◆ **Source information**:

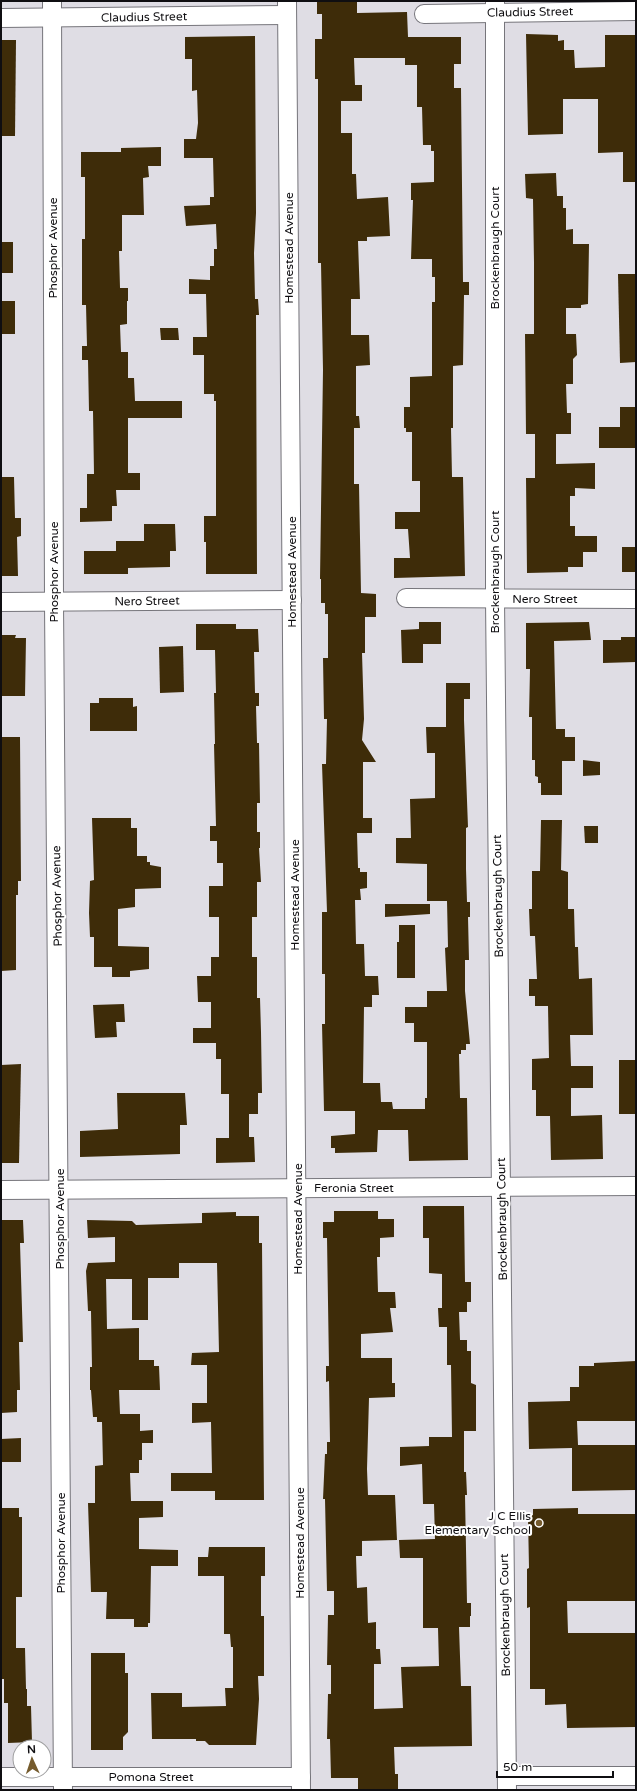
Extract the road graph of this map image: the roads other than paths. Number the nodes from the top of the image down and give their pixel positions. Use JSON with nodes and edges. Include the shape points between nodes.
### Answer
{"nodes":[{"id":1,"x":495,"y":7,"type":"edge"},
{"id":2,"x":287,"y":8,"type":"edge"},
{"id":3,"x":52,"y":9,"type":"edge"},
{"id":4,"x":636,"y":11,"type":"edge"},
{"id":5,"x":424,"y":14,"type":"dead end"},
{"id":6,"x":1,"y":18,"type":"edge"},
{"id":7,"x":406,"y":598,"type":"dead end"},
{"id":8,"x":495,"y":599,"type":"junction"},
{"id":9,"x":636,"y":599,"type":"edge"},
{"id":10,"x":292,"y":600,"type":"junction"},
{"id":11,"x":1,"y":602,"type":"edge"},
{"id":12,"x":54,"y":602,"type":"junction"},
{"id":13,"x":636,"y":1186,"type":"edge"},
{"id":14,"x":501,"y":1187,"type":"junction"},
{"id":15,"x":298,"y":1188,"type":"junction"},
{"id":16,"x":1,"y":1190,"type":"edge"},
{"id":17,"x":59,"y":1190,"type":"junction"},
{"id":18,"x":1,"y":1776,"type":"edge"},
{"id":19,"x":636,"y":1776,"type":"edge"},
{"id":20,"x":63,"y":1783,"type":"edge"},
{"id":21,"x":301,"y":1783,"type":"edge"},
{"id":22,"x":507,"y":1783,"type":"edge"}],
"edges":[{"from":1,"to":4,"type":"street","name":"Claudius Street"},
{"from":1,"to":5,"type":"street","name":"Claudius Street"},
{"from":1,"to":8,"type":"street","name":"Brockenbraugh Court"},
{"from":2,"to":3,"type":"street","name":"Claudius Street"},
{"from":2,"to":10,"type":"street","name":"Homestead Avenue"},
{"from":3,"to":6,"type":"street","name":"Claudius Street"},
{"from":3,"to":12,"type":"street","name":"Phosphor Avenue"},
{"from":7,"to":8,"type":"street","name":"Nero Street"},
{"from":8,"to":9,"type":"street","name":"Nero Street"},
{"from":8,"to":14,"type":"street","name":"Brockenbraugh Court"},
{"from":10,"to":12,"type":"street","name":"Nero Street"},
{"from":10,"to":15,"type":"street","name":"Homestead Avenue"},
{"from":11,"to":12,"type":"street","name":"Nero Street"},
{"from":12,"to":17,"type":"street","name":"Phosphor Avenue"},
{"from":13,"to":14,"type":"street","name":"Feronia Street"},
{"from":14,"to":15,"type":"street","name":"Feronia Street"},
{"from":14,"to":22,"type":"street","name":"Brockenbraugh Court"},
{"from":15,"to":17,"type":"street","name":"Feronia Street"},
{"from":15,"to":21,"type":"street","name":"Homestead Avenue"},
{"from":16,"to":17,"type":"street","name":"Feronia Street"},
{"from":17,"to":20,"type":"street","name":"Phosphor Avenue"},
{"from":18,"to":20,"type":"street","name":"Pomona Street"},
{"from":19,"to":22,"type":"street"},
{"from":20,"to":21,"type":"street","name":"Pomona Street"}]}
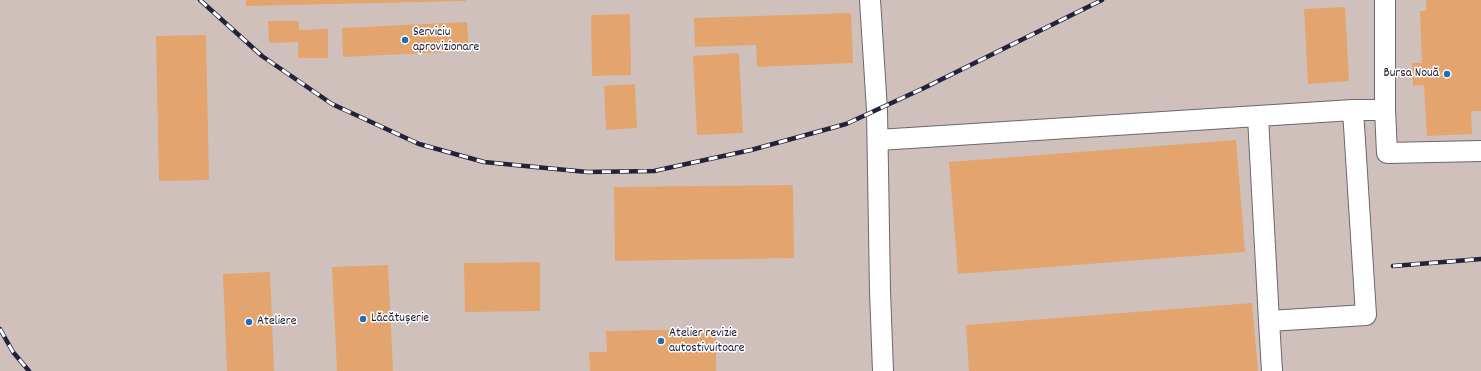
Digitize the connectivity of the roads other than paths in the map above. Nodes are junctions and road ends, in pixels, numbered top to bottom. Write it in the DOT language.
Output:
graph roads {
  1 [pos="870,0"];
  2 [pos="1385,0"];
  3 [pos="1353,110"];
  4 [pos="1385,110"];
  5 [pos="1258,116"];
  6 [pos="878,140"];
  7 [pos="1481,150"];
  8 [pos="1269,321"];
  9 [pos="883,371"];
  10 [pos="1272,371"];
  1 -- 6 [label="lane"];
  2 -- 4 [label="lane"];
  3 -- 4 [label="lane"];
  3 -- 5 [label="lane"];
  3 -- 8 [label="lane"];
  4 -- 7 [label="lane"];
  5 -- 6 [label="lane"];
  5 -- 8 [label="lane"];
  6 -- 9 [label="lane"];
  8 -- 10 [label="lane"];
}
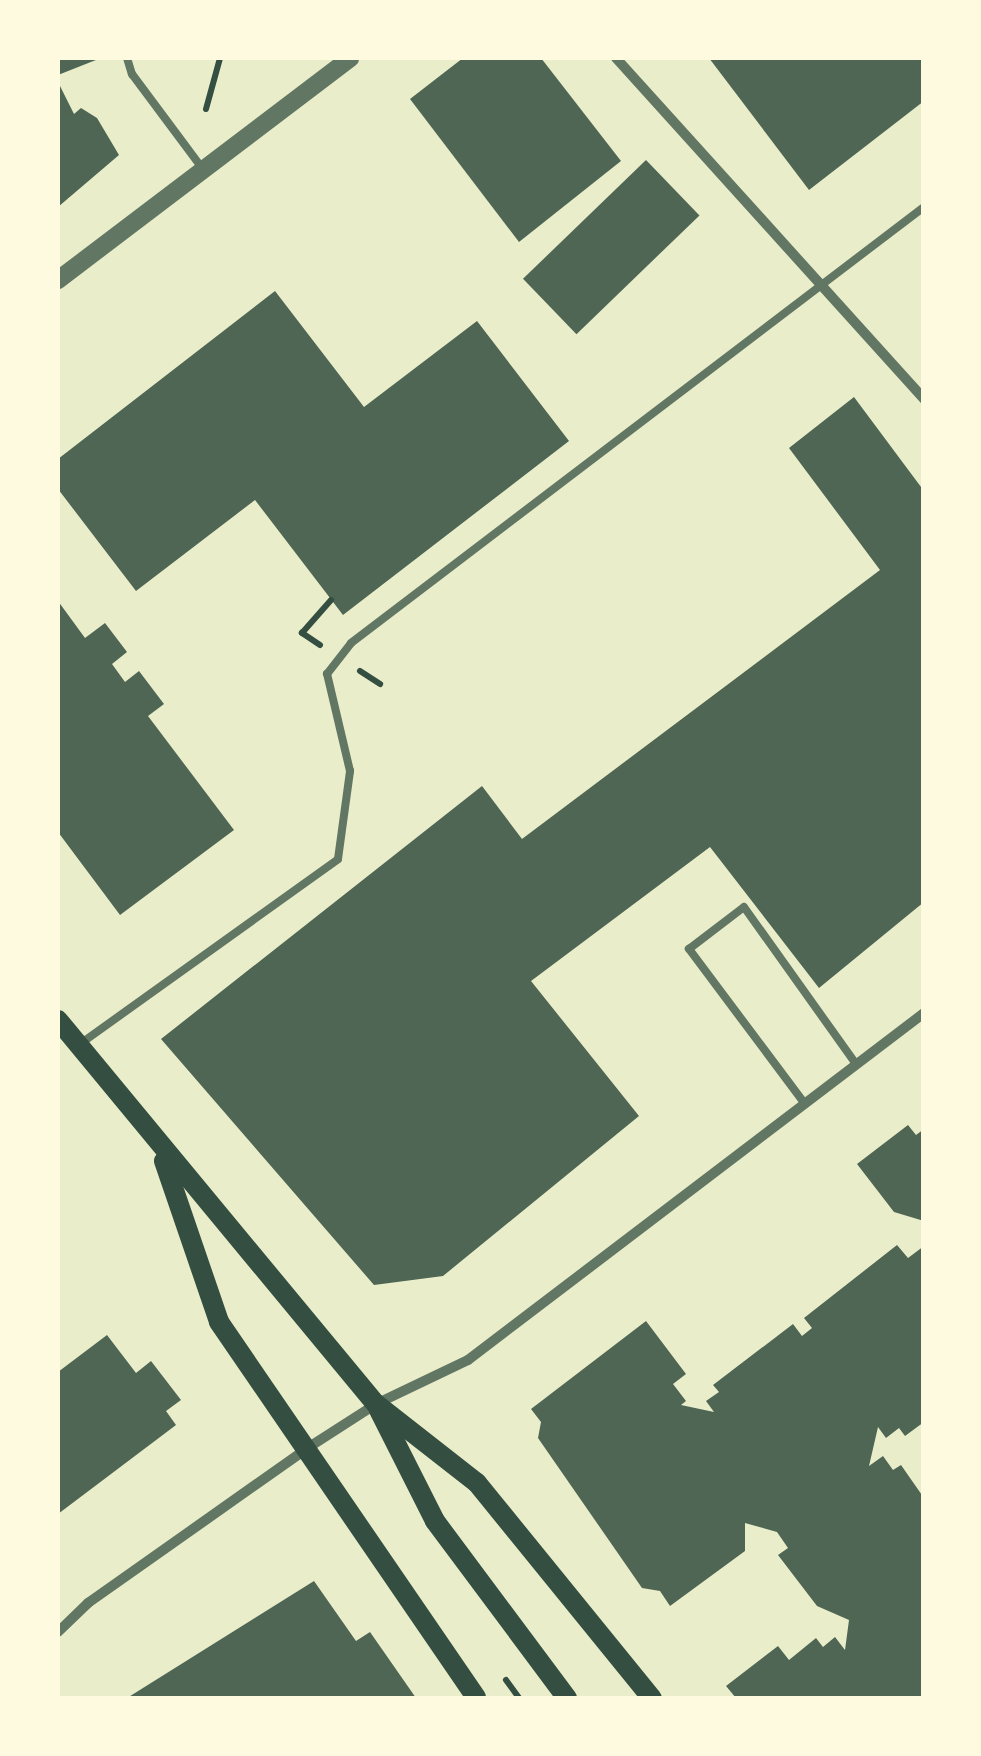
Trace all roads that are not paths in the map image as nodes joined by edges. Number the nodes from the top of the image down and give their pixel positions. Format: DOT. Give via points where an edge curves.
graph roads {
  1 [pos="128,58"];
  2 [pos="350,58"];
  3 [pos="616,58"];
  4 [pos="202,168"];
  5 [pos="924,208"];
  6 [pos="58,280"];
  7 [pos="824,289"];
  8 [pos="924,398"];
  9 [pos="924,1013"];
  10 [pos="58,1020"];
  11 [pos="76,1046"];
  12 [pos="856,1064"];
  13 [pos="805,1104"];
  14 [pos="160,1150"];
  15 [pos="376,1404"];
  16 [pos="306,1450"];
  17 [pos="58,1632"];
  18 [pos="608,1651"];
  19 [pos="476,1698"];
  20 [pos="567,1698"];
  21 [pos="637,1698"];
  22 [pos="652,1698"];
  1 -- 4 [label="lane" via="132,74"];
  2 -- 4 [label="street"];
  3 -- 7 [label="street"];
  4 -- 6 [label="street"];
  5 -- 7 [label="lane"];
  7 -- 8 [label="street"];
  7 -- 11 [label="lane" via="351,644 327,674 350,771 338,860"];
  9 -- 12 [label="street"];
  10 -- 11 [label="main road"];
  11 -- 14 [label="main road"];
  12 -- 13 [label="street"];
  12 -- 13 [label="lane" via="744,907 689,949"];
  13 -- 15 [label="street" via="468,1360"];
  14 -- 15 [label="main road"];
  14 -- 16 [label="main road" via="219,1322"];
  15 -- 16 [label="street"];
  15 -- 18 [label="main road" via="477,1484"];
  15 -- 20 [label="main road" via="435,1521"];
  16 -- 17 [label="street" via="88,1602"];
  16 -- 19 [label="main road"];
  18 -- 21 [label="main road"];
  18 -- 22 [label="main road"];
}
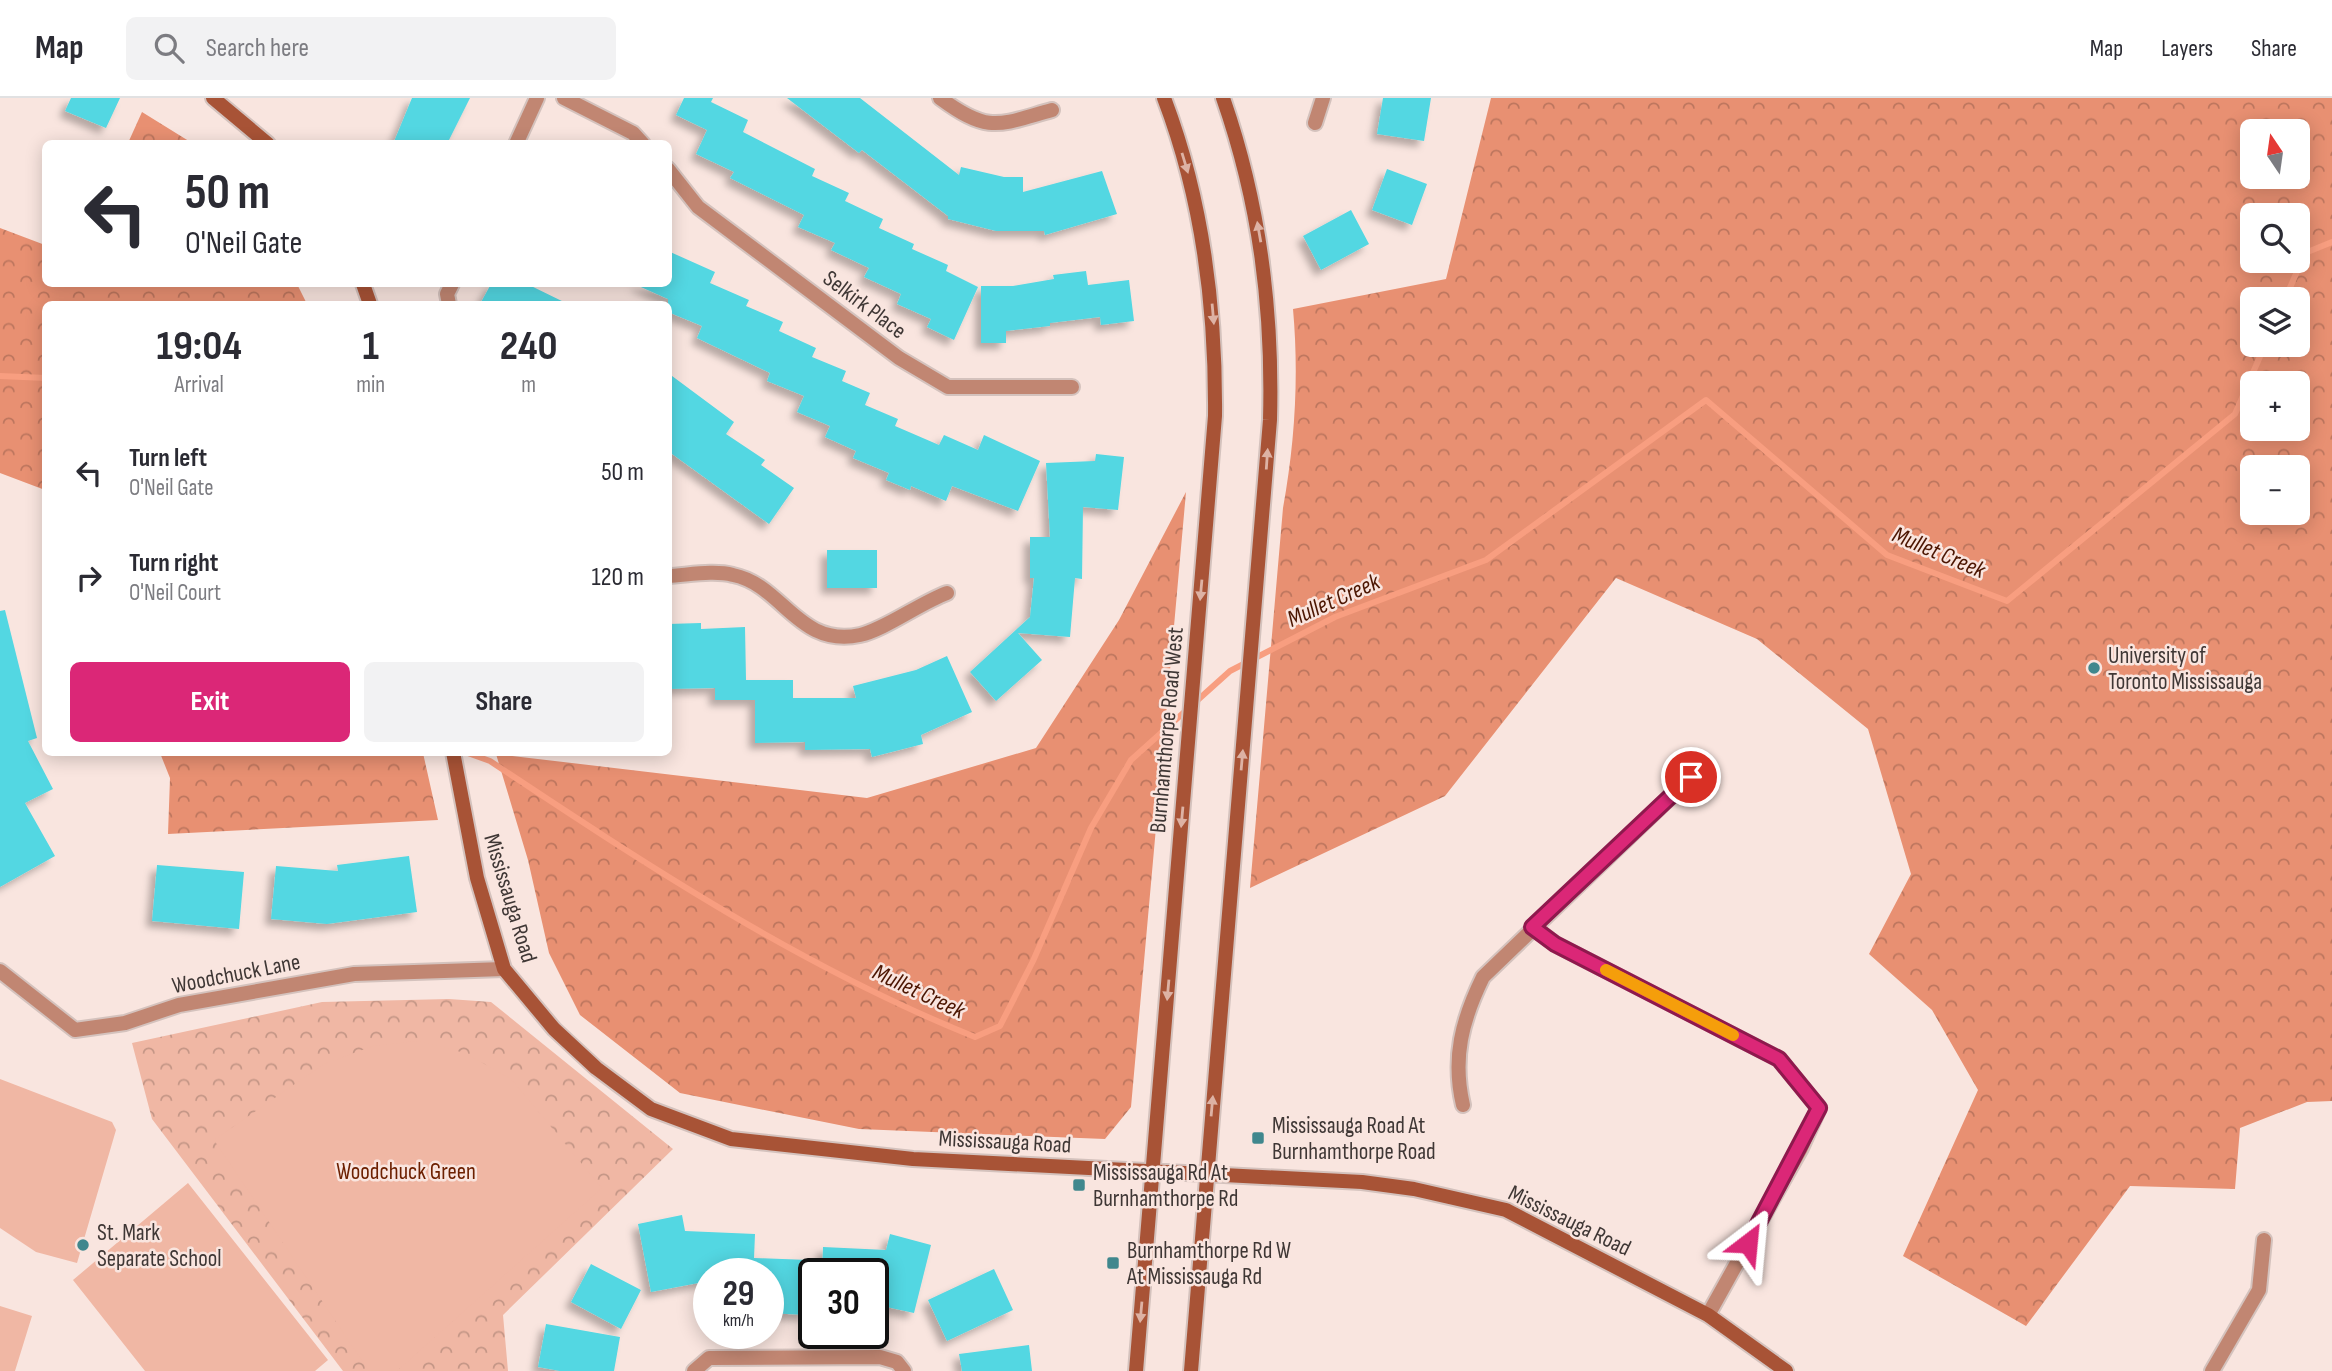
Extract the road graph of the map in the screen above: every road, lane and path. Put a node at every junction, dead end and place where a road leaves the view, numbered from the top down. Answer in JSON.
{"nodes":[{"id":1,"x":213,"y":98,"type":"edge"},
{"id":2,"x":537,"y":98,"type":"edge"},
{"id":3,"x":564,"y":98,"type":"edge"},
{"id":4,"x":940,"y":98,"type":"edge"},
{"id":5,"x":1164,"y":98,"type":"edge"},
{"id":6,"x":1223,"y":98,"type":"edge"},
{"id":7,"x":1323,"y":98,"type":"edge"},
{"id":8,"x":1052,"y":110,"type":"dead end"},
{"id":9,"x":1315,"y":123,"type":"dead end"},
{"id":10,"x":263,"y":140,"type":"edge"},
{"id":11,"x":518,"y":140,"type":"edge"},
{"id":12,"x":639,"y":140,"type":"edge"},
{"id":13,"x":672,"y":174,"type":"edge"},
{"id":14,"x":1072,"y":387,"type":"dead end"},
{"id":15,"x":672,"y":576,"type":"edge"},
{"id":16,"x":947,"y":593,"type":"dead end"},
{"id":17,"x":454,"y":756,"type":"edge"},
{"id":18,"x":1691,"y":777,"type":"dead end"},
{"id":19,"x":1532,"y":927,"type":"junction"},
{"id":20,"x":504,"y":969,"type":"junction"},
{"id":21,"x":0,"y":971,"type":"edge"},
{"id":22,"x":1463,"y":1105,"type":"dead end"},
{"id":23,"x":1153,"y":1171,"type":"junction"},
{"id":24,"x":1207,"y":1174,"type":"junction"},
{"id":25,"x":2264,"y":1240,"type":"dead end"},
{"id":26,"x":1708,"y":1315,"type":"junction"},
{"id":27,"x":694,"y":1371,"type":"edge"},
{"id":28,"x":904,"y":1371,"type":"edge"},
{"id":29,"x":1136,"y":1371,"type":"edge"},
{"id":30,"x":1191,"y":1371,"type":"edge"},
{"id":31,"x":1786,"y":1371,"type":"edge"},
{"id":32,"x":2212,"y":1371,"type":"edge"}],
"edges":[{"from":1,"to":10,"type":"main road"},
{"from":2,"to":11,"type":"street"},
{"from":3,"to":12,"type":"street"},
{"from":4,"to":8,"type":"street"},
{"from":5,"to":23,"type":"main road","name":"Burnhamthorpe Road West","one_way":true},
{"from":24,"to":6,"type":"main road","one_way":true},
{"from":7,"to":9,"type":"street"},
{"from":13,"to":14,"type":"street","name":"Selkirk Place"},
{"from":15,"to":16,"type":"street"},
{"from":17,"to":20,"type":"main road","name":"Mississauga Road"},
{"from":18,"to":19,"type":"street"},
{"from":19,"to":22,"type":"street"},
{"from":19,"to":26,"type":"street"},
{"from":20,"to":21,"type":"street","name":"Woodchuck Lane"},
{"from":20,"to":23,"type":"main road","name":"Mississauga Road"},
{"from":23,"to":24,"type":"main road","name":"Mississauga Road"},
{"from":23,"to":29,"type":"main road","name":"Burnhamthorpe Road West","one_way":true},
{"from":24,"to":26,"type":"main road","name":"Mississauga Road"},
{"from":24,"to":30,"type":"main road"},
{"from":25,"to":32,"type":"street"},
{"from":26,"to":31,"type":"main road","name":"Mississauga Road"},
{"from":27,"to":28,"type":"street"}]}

◆ **Task directions**: Please tally the lines above that contain "give" and report nothing but the total.

◆ **Answer space**: 2